Saturday, July 19, 2008

Wheat or Weeds?


[Our readings were Genesis 28:10-19a, Psalm 86:11-17, Romans 8: 12-25, and Matthew 13:24-30, 36-43.]

“Let anyone with ears Listen!” What wonderful words to hear right before a sermon!

In our reading from Genesis, we have the story of Jacob going to sleep and using a stone for a pillow. I recently heard a recording of a sermon by our Presiding Bishop where she said that it was not only amazing that Jacob could sleep on a stone, but that he could sleep at all, considering the evil things he had done! But there, despite all this, Jacob does sleep and he has a dream in which God promises that land for Jacob and his offspring, who “shall be like the dust of the earth.”

While God is making this promise, Jacob sees a ladder stretching from the earth up to heaven with angels ascending and descending on it. Over 30 years ago, I had the chance to see this visualized on the West Front of the Abbey Church of St.
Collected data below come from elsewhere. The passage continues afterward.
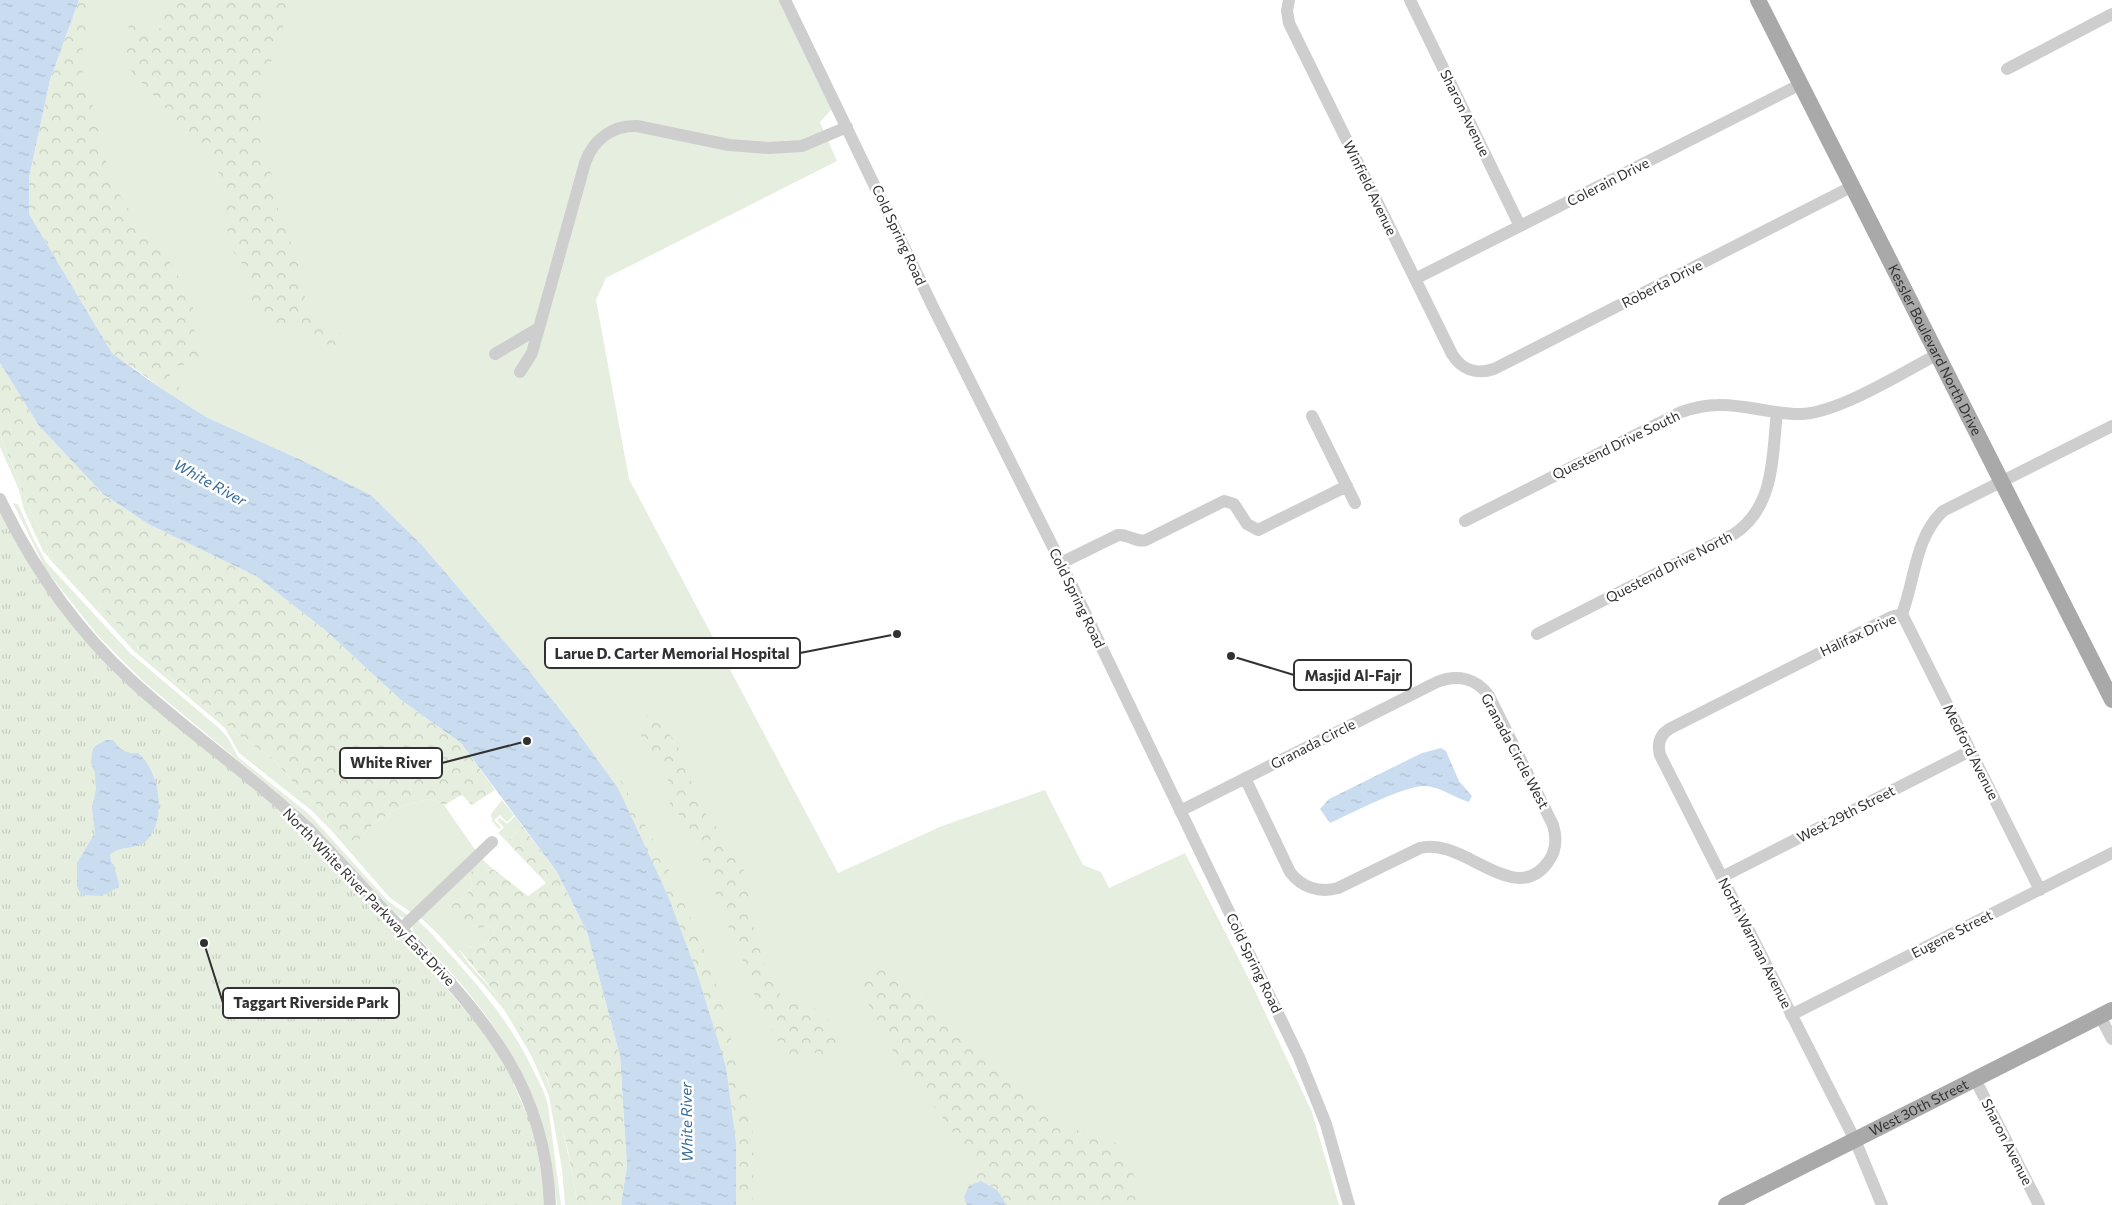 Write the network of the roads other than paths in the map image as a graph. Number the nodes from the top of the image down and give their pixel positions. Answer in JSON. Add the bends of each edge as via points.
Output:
{"nodes":[{"id":1,"x":785,"y":0,"type":"edge"},
{"id":2,"x":1290,"y":0,"type":"edge"},
{"id":3,"x":1410,"y":0,"type":"edge"},
{"id":4,"x":1758,"y":0,"type":"edge"},
{"id":5,"x":2112,"y":14,"type":"edge"},
{"id":6,"x":2007,"y":69,"type":"dead end"},
{"id":7,"x":1801,"y":84,"type":"junction"},
{"id":8,"x":847,"y":127,"type":"junction"},
{"id":9,"x":1853,"y":186,"type":"junction"},
{"id":10,"x":1520,"y":226,"type":"junction"},
{"id":11,"x":1415,"y":279,"type":"junction"},
{"id":12,"x":539,"y":328,"type":"junction"},
{"id":13,"x":495,"y":354,"type":"dead end"},
{"id":14,"x":1938,"y":354,"type":"junction"},
{"id":15,"x":1469,"y":370,"type":"joint"},
{"id":16,"x":520,"y":372,"type":"dead end"},
{"id":17,"x":1777,"y":412,"type":"junction"},
{"id":18,"x":1312,"y":416,"type":"dead end"},
{"id":19,"x":2112,"y":426,"type":"edge"},
{"id":20,"x":2002,"y":480,"type":"junction"},
{"id":21,"x":1347,"y":486,"type":"junction"},
{"id":22,"x":0,"y":499,"type":"edge"},
{"id":23,"x":1356,"y":503,"type":"dead end"},
{"id":24,"x":1465,"y":521,"type":"dead end"},
{"id":25,"x":1061,"y":563,"type":"junction"},
{"id":26,"x":1902,"y":614,"type":"junction"},
{"id":27,"x":1537,"y":634,"type":"dead end"},
{"id":28,"x":1446,"y":679,"type":"joint"},
{"id":29,"x":2112,"y":700,"type":"edge"},
{"id":30,"x":1659,"y":744,"type":"joint"},
{"id":31,"x":1970,"y":751,"type":"junction"},
{"id":32,"x":1245,"y":778,"type":"junction"},
{"id":33,"x":1180,"y":811,"type":"junction"},
{"id":34,"x":492,"y":842,"type":"dead end"},
{"id":35,"x":2112,"y":853,"type":"edge"},
{"id":36,"x":1722,"y":877,"type":"junction"},
{"id":37,"x":2040,"y":890,"type":"junction"},
{"id":38,"x":401,"y":929,"type":"junction"},
{"id":39,"x":2106,"y":1013,"type":"edge"},
{"id":40,"x":1791,"y":1015,"type":"junction"},
{"id":41,"x":2112,"y":1039,"type":"edge"},
{"id":42,"x":1975,"y":1079,"type":"junction"},
{"id":43,"x":1855,"y":1140,"type":"junction"},
{"id":44,"x":550,"y":1205,"type":"edge"},
{"id":45,"x":1349,"y":1205,"type":"edge"},
{"id":46,"x":1726,"y":1205,"type":"edge"},
{"id":47,"x":1882,"y":1205,"type":"edge"},
{"id":48,"x":2039,"y":1205,"type":"edge"}],
"edges":[{"from":1,"to":8,"type":"street","name":"Cold Spring Road"},
{"from":2,"to":11,"type":"street","name":"Winfield Avenue","via":[[1287,11],[1289,23]]},
{"from":3,"to":10,"type":"street","name":"Sharon Avenue"},
{"from":4,"to":7,"type":"main road","name":"Kessler Boulevard North Drive"},
{"from":5,"to":6,"type":"street"},
{"from":7,"to":9,"type":"main road","name":"Kessler Boulevard North Drive"},
{"from":7,"to":10,"type":"street","name":"Colerain Drive"},
{"from":8,"to":12,"type":"street","via":[[812,143],[792,147],[729,145],[636,126],[606,134],[594,145],[585,163]]},
{"from":8,"to":25,"type":"street","name":"Cold Spring Road"},
{"from":9,"to":14,"type":"main road","name":"Kessler Boulevard North Drive"},
{"from":9,"to":15,"type":"street","name":"Roberta Drive","via":[[1494,369],[1483,372]]},
{"from":10,"to":11,"type":"street","name":"Colerain Drive"},
{"from":11,"to":15,"type":"street","name":"Winfield Avenue","via":[[1454,358]]},
{"from":12,"to":13,"type":"street"},
{"from":12,"to":16,"type":"street","via":[[532,353]]},
{"from":14,"to":17,"type":"street","name":"Questend Drive South","via":[[1831,408],[1802,414]]},
{"from":14,"to":20,"type":"main road","name":"Kessler Boulevard North Drive"},
{"from":17,"to":24,"type":"street","name":"Questend Drive South","via":[[1718,405],[1680,412]]},
{"from":17,"to":27,"type":"street","name":"Questend Drive North","via":[[1767,489],[1760,508],[1747,524],[1734,534]]},
{"from":18,"to":21,"type":"street"},
{"from":19,"to":20,"type":"street","name":"Halifax Drive"},
{"from":20,"to":26,"type":"street","name":"Halifax Drive","via":[[1949,506],[1937,516],[1924,538]]},
{"from":20,"to":29,"type":"main road","name":"Kessler Boulevard North Drive"},
{"from":21,"to":23,"type":"street"},
{"from":21,"to":25,"type":"street","via":[[1258,530],[1246,524],[1234,504],[1224,501],[1146,540],[1118,535]]},
{"from":22,"to":38,"type":"street","name":"North White River Parkway East Drive","via":[[39,570],[97,645],[151,698],[304,824]]},
{"from":25,"to":33,"type":"street","name":"Cold Spring Road"},
{"from":26,"to":30,"type":"street","name":"Halifax Drive","via":[[1669,729]]},
{"from":26,"to":31,"type":"street","name":"Medford Avenue"},
{"from":28,"to":32,"type":"street","name":"Granada Circle"},
{"from":28,"to":32,"type":"street","name":"Granada Circle West","via":[[1470,680],[1488,696],[1553,825],[1554,849],[1545,866],[1535,873],[1516,877],[1499,874],[1450,849],[1424,847],[1338,888],[1314,889],[1290,872]]},
{"from":30,"to":36,"type":"street","name":"North Warman Avenue","via":[[1660,755]]},
{"from":31,"to":36,"type":"street","name":"West 29th Street"},
{"from":31,"to":37,"type":"street","name":"Medford Avenue"},
{"from":32,"to":33,"type":"street","name":"Granada Circle"},
{"from":33,"to":45,"type":"street","name":"Cold Spring Road","via":[[1305,1072],[1329,1132]]},
{"from":34,"to":38,"type":"street"},
{"from":35,"to":37,"type":"street","name":"Eugene Street"},
{"from":36,"to":40,"type":"street","name":"North Warman Avenue"},
{"from":37,"to":40,"type":"street","name":"Eugene Street"},
{"from":38,"to":44,"type":"street","name":"North White River Parkway East Drive","via":[[476,1011],[518,1076],[544,1152]]},
{"from":39,"to":41,"type":"street"},
{"from":39,"to":42,"type":"main road","name":"West 30th Street"},
{"from":40,"to":43,"type":"street","name":"North Warman Avenue"},
{"from":42,"to":43,"type":"main road","name":"West 30th Street"},
{"from":42,"to":48,"type":"street","name":"Sharon Avenue"},
{"from":43,"to":46,"type":"main road","name":"West 30th Street"},
{"from":43,"to":47,"type":"street"}]}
Peter in Bath, England. There, carved in the stone walls, are two ladders with the figures of angels on them. Some of the angels are upside-down, with their heads closest to the ground. As our guide explained to us, how else could you show in stone that angels are descending?
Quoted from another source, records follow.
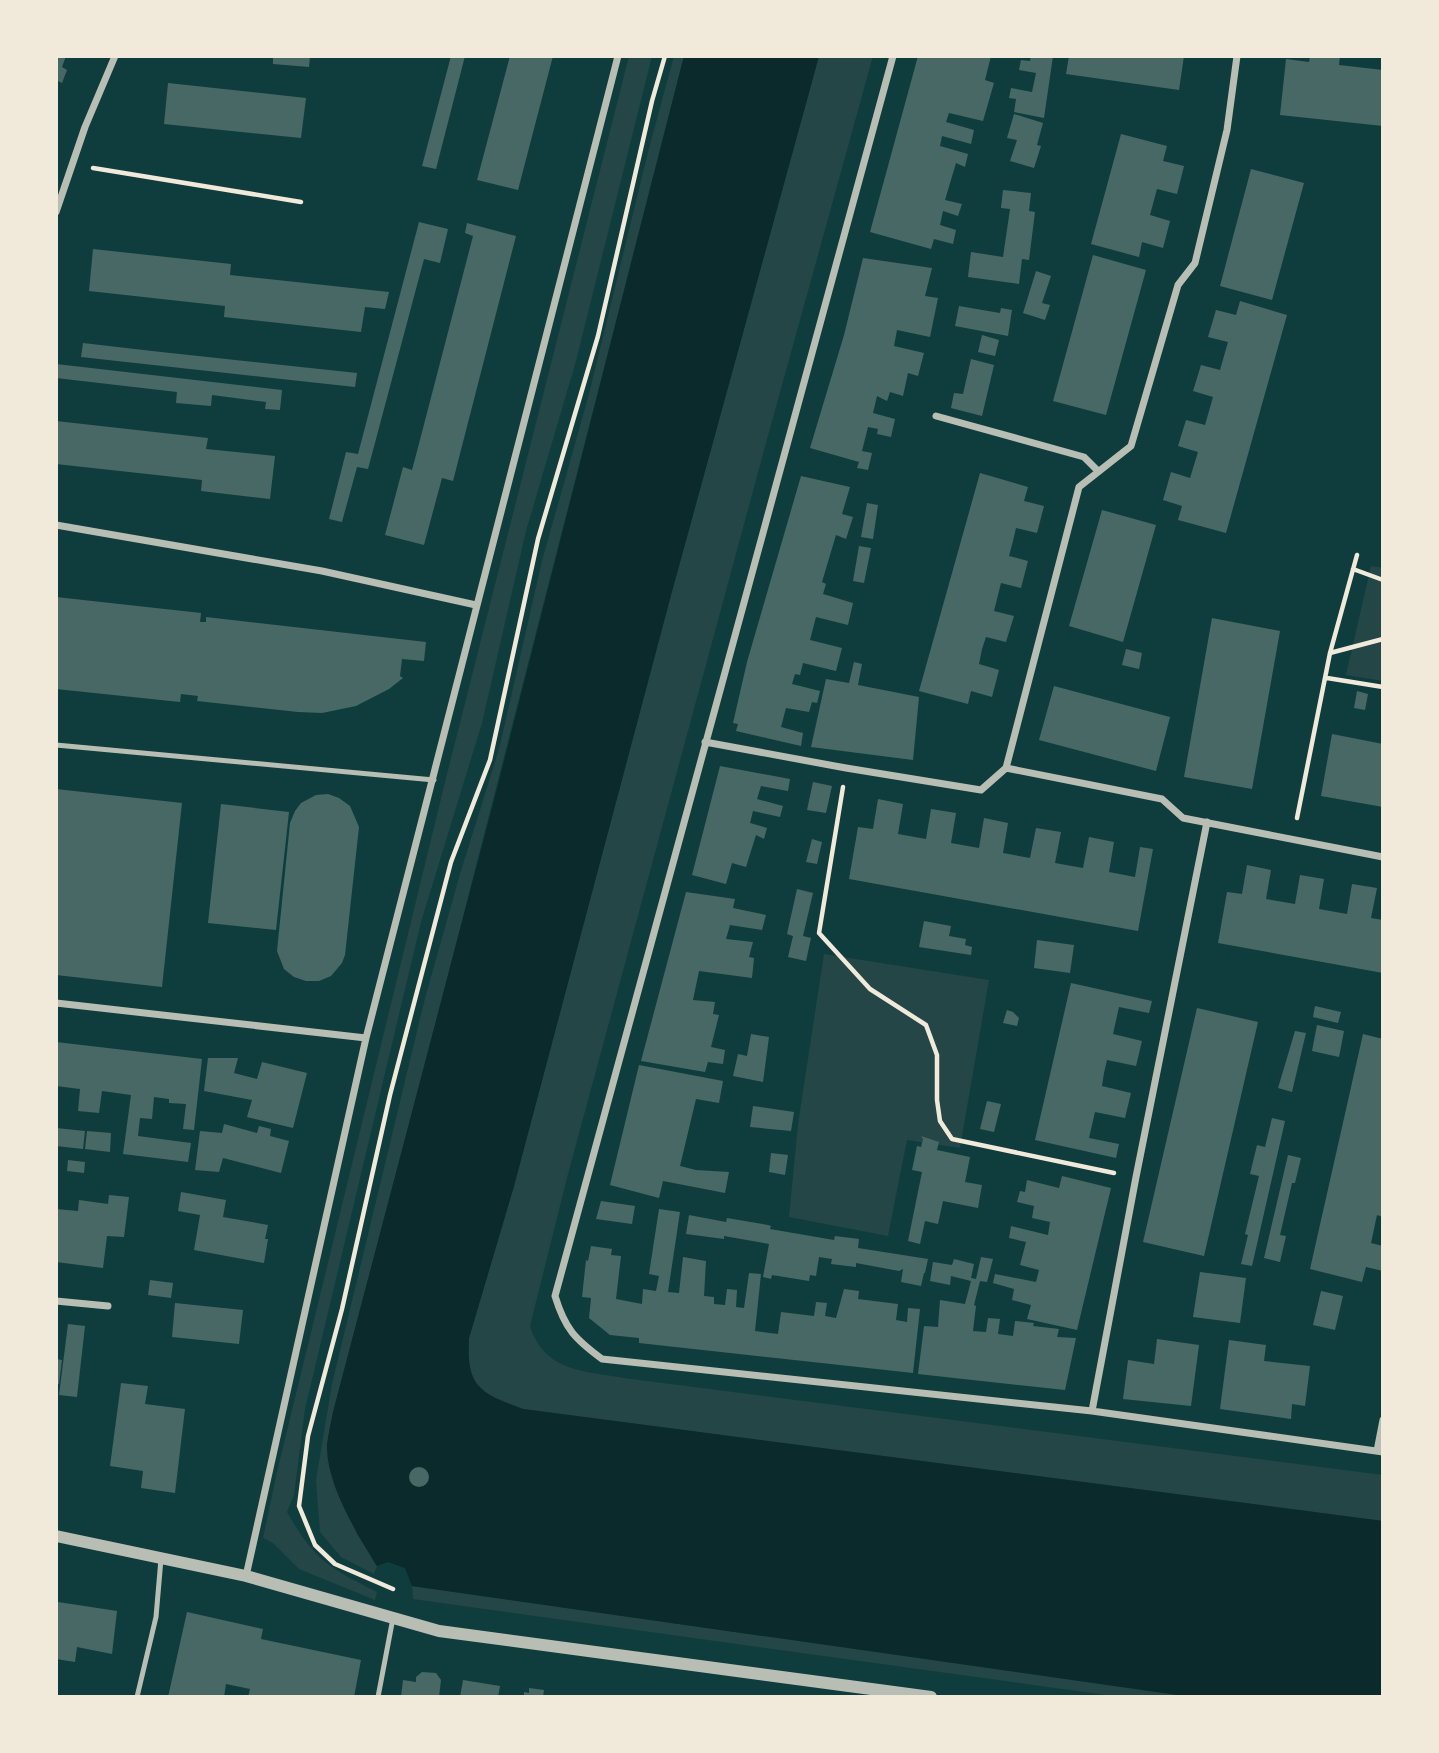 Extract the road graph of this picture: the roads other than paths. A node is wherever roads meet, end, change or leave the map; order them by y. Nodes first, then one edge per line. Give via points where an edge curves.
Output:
1 (115, 56) edge
2 (618, 56) edge
3 (893, 56) edge
4 (1237, 56) edge
5 (56, 212) edge
6 (936, 416) dead end
7 (1098, 471) junction
8 (56, 526) edge
9 (476, 605) junction
10 (705, 742) junction
11 (56, 745) edge
12 (1006, 768) junction
13 (433, 780) junction
14 (1207, 822) junction
15 (1383, 858) edge
16 (56, 1003) edge
17 (366, 1038) junction
18 (56, 1301) edge
19 (108, 1306) dead end
20 (1092, 1411) junction
21 (1383, 1420) edge
22 (1380, 1451) edge
23 (56, 1536) edge
24 (161, 1559) junction
25 (246, 1576) junction
26 (393, 1618) junction
27 (881, 1693) edge
28 (137, 1697) edge
29 (379, 1697) edge
30 (931, 1697) edge

1 - 5 street
2 - 9 street
3 - 10 street
4 - 7 street via 1227,130 1195,263 1178,285 1131,446
6 - 7 street via 1084,457
7 - 12 street via 1079,486
8 - 9 street via 322,571
9 - 13 street
10 - 12 street via 981,790
10 - 20 street via 555,1296 563,1321 577,1341 602,1359
11 - 13 lane
12 - 14 street via 1162,799 1183,818
13 - 17 street
14 - 15 street
14 - 20 street
16 - 17 street
17 - 25 street
18 - 19 street
20 - 22 street
21 - 22 street
23 - 24 street
24 - 25 street
24 - 28 lane via 156,1617
25 - 26 street
26 - 27 street via 439,1630
26 - 29 lane
27 - 30 street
Jacob’s ladder has an important meaning to him and to us. That ladder which connects heaven and earth is there for us. It connects humanity with heaven. When we say we want to be part of the Kingdom of God or heaven, we are claiming the role of the angels in Jacob’s dream as we connect the world in which we live with heaven at the other end.

Climbing is hard work. In this case, it involves doing things to bring God’s love to the world. When we do things which support the Millennium Development Goals, we climb that ladder. This Thursday, the bishops of the Anglican Communion and their spouses, along with other religious, will march through the heart of London to urge our governments to live up to our promises to fulfill these goals. But they do not march alone. We will be with them in spirit, and even more, as God told Jacob in his dream, “Know that I am with you and will keep you wherever you go, and will bring you back to this land; for I will not leave you until I have done what I have promised you.”

God’s choice of Jacob has another meaning to us. We sometimes think of those whom God calls as being different, more holy perhaps, than the vast majority of humanity. God’s choosing Jacob shows that this is not so. If God were looking for a perfect person, He probably would not have chosen Jacob, who did some pretty despicable things to his brother Esau. Most of us would have probably decided that Jacob wasn’t good enough.

That leads us to Jesus’ parable of the weeds. I have never planted wheat, but I can visualize the problem. In the early stages of growth, the wheat and weeds are indistinguishable to the human eye and their roots are intertwined. If we do what the householder’s slaves suggested and try to pull the weeds up now, we’ll pull up the wheat and the weeds. The thing to do is wait for the harvest, when the harvester will be able to separate safely the weeds from the wheat and only the weeds will be destroyed.

There are a lot of people these days who are willing to do the sorting now. In the Anglican Communion, we have people, some of them in high places who claim the ability to tell the wheat from the weeds right now based on gender or orientation or many other characteristics. But we aren’t called to be weeders. That’s God’s job. If we try, and some are willing, we’ll pull up a lot of wheat. If God can wait until the harvest, why can’t we wait?

Churches aren’t called to be museums for saints, but hospitals for sinners. If we try to purge every sinner out of the Church, we’ll be like the congregation that purged itself down to the last couple. “Only John and I are left,” said Alice, “and I don’t know about him.” Instead, let us trust in God’s ability to choose, not ours.